第226話 二足のわらじ

【嵐side】


 天姉天音に無理矢理に連れて行かれた幼稚園で散々にこき使われた俺は自分の部屋に戻る成りベッドに飛び込んでいた。


「フー、ボランティアだからといって、こき使い過ぎだぜ !

 ガキ共のエネルギーには圧倒されぱっなしだった。

 でも悪くないな、幼稚園の先生も……」


 無邪気に遊んでこようとするガキ共はエネルギーのかたまりそのものだった。

 ただ、純粋に目をキラキラさせて俺を見る目は悪くはなかったな。

 蝶子もなんだかんだと男の子にも女の子にもモテモテだった。

 黙っていれば、正体を知らなければ、確かに美少女だからな。



 だが、しかし……軍神の血が騒ぐのか、こけるの様に陰陽師として暴れるのも魅力なんだよな。

 迷うのは悪いことは無いハズだ。

 気がつくと、こけるにメールを送っていた。


 しばらくすると、こけるからの返事があり、次の悪霊退治への同行を許してくれた。

 ただし、今回は危険な為に するだけだと約束させられた。

 俺が軍神アレスの転生者だと云うのを完全に冗談だと思っているのだから仕方ない。

 下手に藪を突付いて、こけるの中で眠る帝釈天に目覚められると面倒なことになるからな。



 ♟♞♝♜♛♚


 こけるに会うと、今日は何時に無く真面目な顔をして近寄りがたかった。

 そっと海里に聞くと、


「こける君の友人……陰陽師のライバルの六甲山ろっこうさん邪武じゃぶくんが悪霊退治に失敗したものの、悪霊を自身に取り付かせて強引に解決したの。

 そして、極めて強力で凶悪な悪霊を逃がさないように強力な結界を張る為に邪武くん自身を、とある神社に封印しているんだけど……


 海里の顔色が悪い、言うかどうか迷っているようだ。


「大丈夫だ、何を聞かされてもビビったりしないから話してくれ、海里 !」


「実は、もう何人もの陰陽師が、邪武くんに取り付いた悪霊を退治しようとして、返り討ちに有っているのよ。

 死亡者が出ていないのが不思議なくらい危険な除霊らしいの。

 邪武くんの上司の木花このはな咲耶さくやさんも除霊をしようとして返り討ちに有った程なのよ !

 いくら、こける君が強力な陰陽師だと言っても危険過ぎるわ。

 ウチも、こける君やウチの上司の磐長いわなが姫子ひめこさんも反対したんだけど、こける君は言うことを聞いてくれないの !

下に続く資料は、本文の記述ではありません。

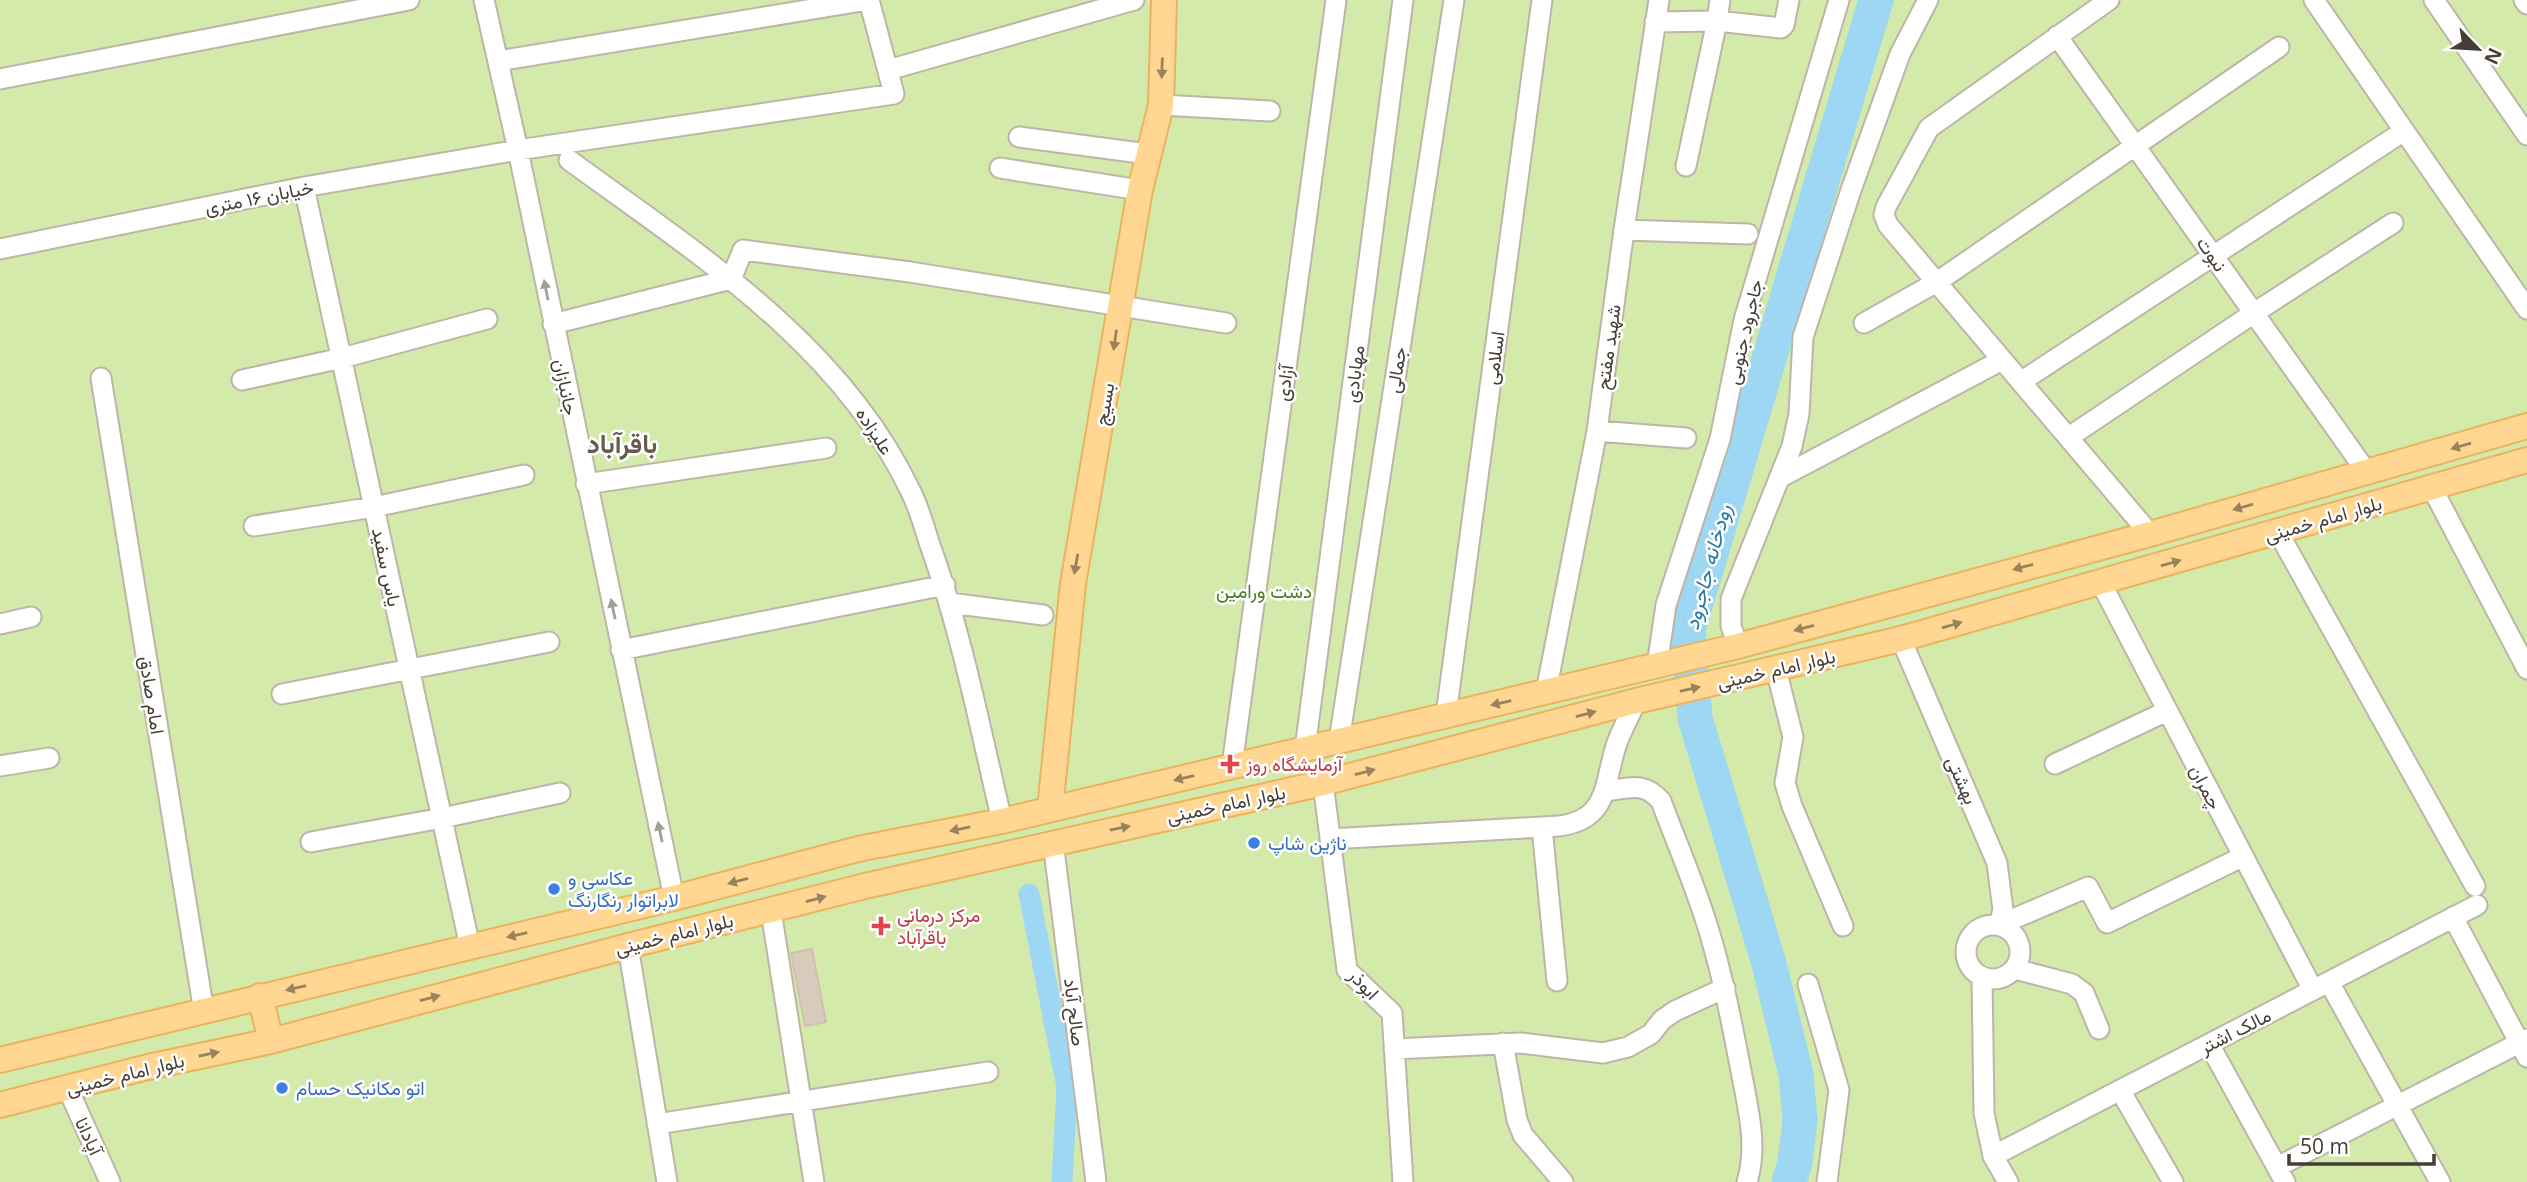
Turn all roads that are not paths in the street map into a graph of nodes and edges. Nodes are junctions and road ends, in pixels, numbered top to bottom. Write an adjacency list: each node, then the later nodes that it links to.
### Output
1 (409, 0): 26 (street)
2 (484, 0): 24 (street, جانبازان)
3 (869, 0): 24 (street); 25 (street)
4 (1134, 0): 25 (street)
5 (1164, 0): 27 (main road, بسیج, one-way to 27)
6 (1336, 0): 98 (street, آزادی)
7 (1403, 0): 94 (street, مهابادی)
8 (1454, 0): 93 (street, جمالی)
9 (1542, 0): 92 (street, اسلامی)
10 (1659, 0): 21 (street, شهید مفتح)
11 (1720, 0): 20 (street)
12 (1789, 0): 20 (street)
13 (1839, 0): 84 (street, جاجرود جنوبی)
14 (1928, 0): 68 (street)
15 (2109, 0): 22 (street)
16 (2314, 0): 29 (street)
17 (2434, 0): 30 (street)
18 (2524, 0): 19 (street)
19 (2527, 5)
20 (1717, 21): 21 (street); 36 (street)
21 (1656, 22): 41 (street, شهید مفتح)
22 (2057, 36): 32 (street, نبوت); 46 (street)
23 (2279, 47): 32 (street)
24 (498, 61): 33 (street, جانبازان)
25 (888, 70): 33 (street, خیابان ۱۶ متری)
26 (0, 79)
27 (1161, 105): 28 (street); 34 (main road, بسیج)
28 (1270, 111)
29 (2404, 131): 44 (street); 48 (street)
30 (2527, 135)
31 (1019, 137): 34 (street)
32 (2135, 146): 44 (street, نبوت); 46 (street)
33 (518, 150): 38 (street, خیابان ۱۶ متری); 53 (street, جانبازان, one-way to 33)
34 (1148, 154): 39 (main road, بسیج)
35 (569, 160): 45 (street, علیزاده)
36 (1686, 166)
37 (1000, 168): 39 (street)
38 (304, 187): 43 (street, خیابان ۱۶ متری); 54 (street, یاس سفید)
39 (1140, 190): 47 (main road, بسیج)
40 (2393, 223): 49 (street)
41 (1624, 230): 42 (street); 60 (street, شهید مفتح)
42 (1748, 234)
43 (0, 249)
44 (2213, 256): 49 (street, نبوت); 58 (street)
45 (731, 279): 47 (street); 53 (street); 76 (street, علیزاده)
46 (1937, 282): 52 (street); 55 (street)
47 (1119, 305): 51 (street); 102 (main road, بسیج, one-way to 102)
48 (2527, 309)
49 (2254, 313): 61 (street); 66 (street, نبوت)
50 (487, 319): 54 (street)
51 (1226, 323)
52 (1864, 323)
53 (553, 324): 69 (street, جانبازان)
54 (342, 358): 57 (street); 71 (street, یاس سفید)
55 (2003, 360): 58 (street); 68 (street)
56 (101, 378): 124 (street, امام صادق)
57 (242, 380)
58 (2022, 381): 61 (street)
59 (2527, 426): 64 (main road, بلوار امام خمینی, one-way to 64)
60 (1597, 431): 62 (street); 88 (street, شهید مفتح)
61 (2068, 437): 74 (street)
62 (1686, 438)
63 (826, 448): 69 (street)
64 (2419, 458): 66 (main road, بلوار امام خمینی); 70 (main road)
65 (2527, 460): 70 (main road, بلوار امام خمینی)
66 (2366, 471): 74 (main road, بلوار امام خمینی, one-way to 74)
67 (524, 475): 71 (street)
68 (1779, 478): 82 (street)
69 (586, 484): 83 (street, جانبازان, one-way to 69)
70 (2432, 488): 73 (main road, بلوار امام خمینی); 86 (street)
71 (374, 507): 72 (street); 87 (street, یاس سفید)
72 (254, 526)
73 (2278, 532): 75 (main road, بلوار امام خمینی, one-way to 73); 112 (street, مالک اشتر)
74 (2150, 534): 82 (main road, بلوار امام خمینی, one-way to 82)
75 (2101, 583): 80 (main road, بلوار امام خمینی, one-way to 75); 91 (street, چمران)
76 (947, 594): 77 (street); 83 (street); 104 (street, علیزاده)
77 (1043, 615)
78 (31, 617): 79 (street)
79 (0, 624)
80 (1901, 639): 85 (main road, بلوار امام خمینی); 113 (street, بهشتی)
81 (549, 642): 87 (street)
82 (1738, 646): 84 (main road, بلوار امام خمینی)
83 (621, 650): 110 (street, جانبازان, one-way to 83)
84 (1648, 668): 88 (main road, بلوار امام خمینی)
85 (1776, 668): 90 (main road, بلوار امام خمینی, one-way to 85); 114 (street)
86 (2527, 669)
87 (410, 670): 89 (street); 103 (street, یاس سفید)
88 (1546, 692): 92 (main road, بلوار امام خمینی, one-way to 92)
89 (282, 694)
90 (1636, 701): 99 (main road, بلوار امام خمینی, one-way to 90); 100 (street)
91 (2167, 710): 96 (street); 109 (street, چمران)
92 (1446, 715): 93 (main road, بلوار امام خمینی)
93 (1339, 741): 94 (main road, بلوار امام خمینی)
94 (1305, 749): 98 (main road, بلوار امام خمینی)
95 (49, 758): 97 (street)
96 (2055, 764)
97 (0, 766)
98 (1232, 766): 102 (main road, بلوار امام خمینی, one-way to 102)
99 (1323, 783): 106 (street, ابوذر); 108 (main road, بلوار امام خمینی, one-way to 99)
100 (1606, 791): 105 (street); 122 (street)
101 (560, 793): 103 (street)
102 (1050, 809): 104 (main road, بلوار امام خمینی)
103 (442, 818): 107 (street); 116 (street, یاس سفید)
104 (1002, 821): 110 (main road, بلوار امام خمینی, one-way to 110)
105 (1542, 827): 106 (street); 119 (street)
106 (1330, 839): 130 (street, ابوذر)
107 (311, 842)
108 (1053, 842): 111 (main road, بلوار امام خمینی, one-way to 108); 144 (street, صالح آباد)
109 (2242, 858): 113 (street); 121 (street, چمران)
110 (674, 898): 116 (main road, بلوار امام خمینی, one-way to 116)
111 (771, 911): 115 (main road, بلوار امام خمینی); 135 (street)
112 (2453, 917): 121 (street, مالک اشتر); 129 (street)
113 (1999, 925): 117 (street); 118 (street)
114 (1843, 926)
115 (628, 946): 126 (main road, بلوار امام خمینی, one-way to 115); 138 (street)
116 (470, 947): 123 (main road, بلوار امام خمینی, one-way to 123)
117 (2015, 969): 118 (street); 125 (street)
118 (1982, 977): 139 (street)
119 (1557, 981)
120 (1808, 984): 148 (street)
121 (2321, 986): 128 (street, مالک اشتر); 137 (street, چمران)
122 (1726, 988): 127 (street); 147 (street)
123 (260, 996): 124 (main road, بلوار امام خمینی); 126 (main road)
124 (204, 1012): 131 (main road, بلوار امام خمینی)
125 (2099, 1029)
126 (271, 1041): 133 (main road, بلوار امام خمینی, one-way to 126)
127 (1503, 1043): 130 (street); 146 (street)
128 (2209, 1044): 134 (street, مالک اشتر); 140 (street)
129 (2524, 1046): 137 (street)
130 (1394, 1049): 145 (street, ابوذر)
131 (0, 1060)
132 (988, 1072): 135 (street)
133 (68, 1089): 136 (main road, بلوار امام خمینی); 141 (street, آپادانا)
134 (2120, 1090): 139 (street, مالک اشتر); 150 (street)
135 (801, 1101): 138 (street); 143 (street)
136 (0, 1105)
137 (2398, 1106): 140 (street); 151 (street, چمران)
138 (657, 1124): 142 (street)
139 (1993, 1156): 149 (street)
140 (2281, 1174)
141 (110, 1182)
142 (667, 1182)
143 (814, 1182)
144 (1097, 1182)
145 (1403, 1182)
146 (1563, 1182)
147 (1747, 1182)
148 (1827, 1182)
149 (2008, 1182)
150 (2173, 1182)
151 (2440, 1182)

 嵐くん、本当に危険なんだから、絶対にこける君の邪魔だけはしないでね 」


 海里が真剣な顔をして訴えてきた。

 俺は、うなずくことしか出来なかったが……

 何故か、理不尽さを感じるな。

 こけるの世界と俺の世界が違い過ぎる !

 同じギャグ要員だと思っていたのに、裏切り者め !


「なあ、それなら今回の除霊に参加する陰陽師は、こけると海里だけなのか ?

 こけるの上司の磐長いわなが姫子ひめこさんは除霊に参加しないのか ?

 確か、木花このはな咲耶さくやと云う女性は磐長姫子さんの従姉妹だと聞いた覚えがあるんだが ? 」


 俺が海里に聞くと彼女は頭を抱えながら、


「咲耶さんと姫子さんは確かに従姉妹同士だけど、凄く仲が悪いのよ。

 今回の邪武くんの除霊も本当は、こける君が受ける予定だった物を彼女が横取りしたのよ。

 除霊の依頼をした相手が旧華族の名家で依頼料金も高額だったから、尚更 姫子さんが怒っているのよ。

 ここだけの話……絶対に他言無用よ、嵐くん。

 二人共、凄~くお金には厳しいのよ。

 お金が大好き過ぎるのよね、だから……

『1円にも成らない仕事は受けないわ !

 除霊の御札だって、無料ただじゃないのよ !

 除霊に失敗した咲耶の後始末でタダ無料働きは御免被ごめんこうむりたいわね 』

 なんて言っていたから、姫子さんも不参加なのよ。

 こける君の除霊を禁止しなかっただけでもマシなのよ 」


 少しだけ、本当に少しだけ、こけるが気の毒に思ったのは内緒にしておこう。